▶ **What is required**
Copy every line below that has the word "main" in it.
+-------+
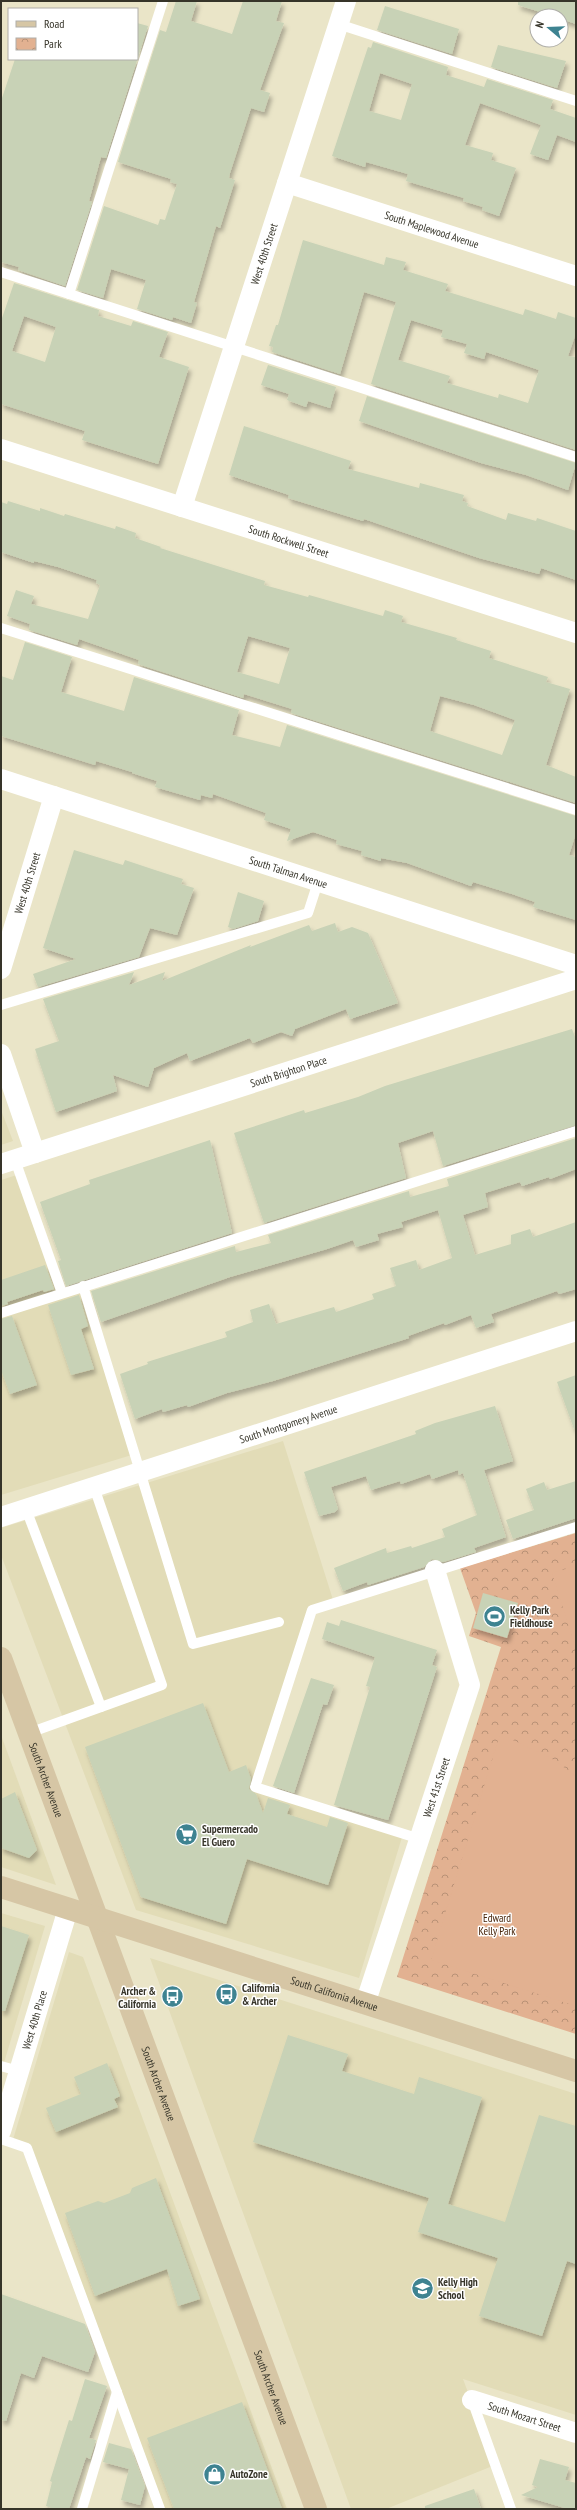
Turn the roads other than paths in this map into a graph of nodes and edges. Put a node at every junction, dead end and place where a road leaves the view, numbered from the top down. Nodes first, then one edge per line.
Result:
1 (163, 1) edge
2 (346, 1) edge
3 (338, 24) junction
4 (576, 101) edge
5 (287, 183) junction
6 (1, 272) edge
7 (576, 276) edge
8 (69, 294) junction
9 (234, 347) junction
10 (1, 449) edge
11 (576, 457) edge
12 (182, 507) junction
13 (1, 628) edge
14 (576, 633) edge
15 (1, 779) edge
16 (54, 796) junction
17 (576, 810) edge
18 (318, 882) junction
19 (576, 965) edge
20 (1, 969) edge
21 (576, 979) edge
22 (1, 1005) edge
23 (1, 1054) edge
24 (576, 1131) edge
25 (35, 1153) junction
26 (8, 1162) edge
27 (83, 1286) junction
28 (62, 1293) junction
29 (1, 1313) edge
30 (576, 1331) edge
31 (140, 1472) junction
32 (94, 1487) junction
33 (26, 1509) junction
34 (1, 1517) edge
35 (576, 1527) edge
36 (435, 1570) junction
37 (279, 1622) dead end
38 (1, 1658) edge
39 (101, 1707) junction
40 (29, 1733) junction
41 (420, 1839) junction
42 (1, 1887) edge
43 (68, 1908) junction
44 (97, 1918) junction
45 (365, 2004) junction
46 (10, 2068) edge
47 (576, 2071) edge
48 (1, 2131) edge
49 (1, 2139) edge
50 (117, 2392) junction
51 (472, 2400) joint
52 (576, 2433) edge
53 (82, 2509) edge
54 (160, 2509) edge
55 (316, 2509) edge
56 (511, 2509) edge

1 - 8 lane
2 - 3 street, West 40th Street
3 - 4 lane
3 - 5 street, West 40th Street
5 - 7 street, South Maplewood Avenue
5 - 9 street, West 40th Street
6 - 8 lane
8 - 9 lane
9 - 11 lane
9 - 12 street, West 40th Street
10 - 12 street, South Rockwell Street
12 - 14 street, South Rockwell Street
13 - 17 lane
15 - 16 street, South Talman Avenue
16 - 18 street, South Talman Avenue
16 - 20 street, West 40th Street
18 - 19 street, South Talman Avenue
18 - 22 lane
21 - 25 street, South Brighton Place
23 - 25 street
24 - 27 lane
25 - 26 street, South Brighton Place
26 - 28 lane
27 - 28 lane
27 - 31 lane
28 - 29 lane
30 - 31 street, South Montgomery Avenue
31 - 32 street, South Montgomery Avenue
31 - 37 lane
32 - 33 street, South Montgomery Avenue
32 - 39 lane
33 - 34 street, South Montgomery Avenue
33 - 39 lane
35 - 36 lane
36 - 41 street, West 41st Street
36 - 41 lane
38 - 40 main road, South Archer Avenue
39 - 40 lane
40 - 44 main road, South Archer Avenue
41 - 45 street, West 41st Street
42 - 43 main road, South California Avenue
43 - 44 main road, South California Avenue
43 - 46 street, West 40th Place
44 - 45 main road, South California Avenue
44 - 55 main road, South Archer Avenue
45 - 47 main road, South California Avenue
46 - 48 street, West 40th Place
49 - 50 lane
50 - 53 lane
50 - 54 lane
51 - 52 street, South Mozart Street
51 - 56 lane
+-------+
▶ **Result**
38 - 40 main road, South Archer Avenue
40 - 44 main road, South Archer Avenue
42 - 43 main road, South California Avenue
43 - 44 main road, South California Avenue
44 - 45 main road, South California Avenue
44 - 55 main road, South Archer Avenue
45 - 47 main road, South California Avenue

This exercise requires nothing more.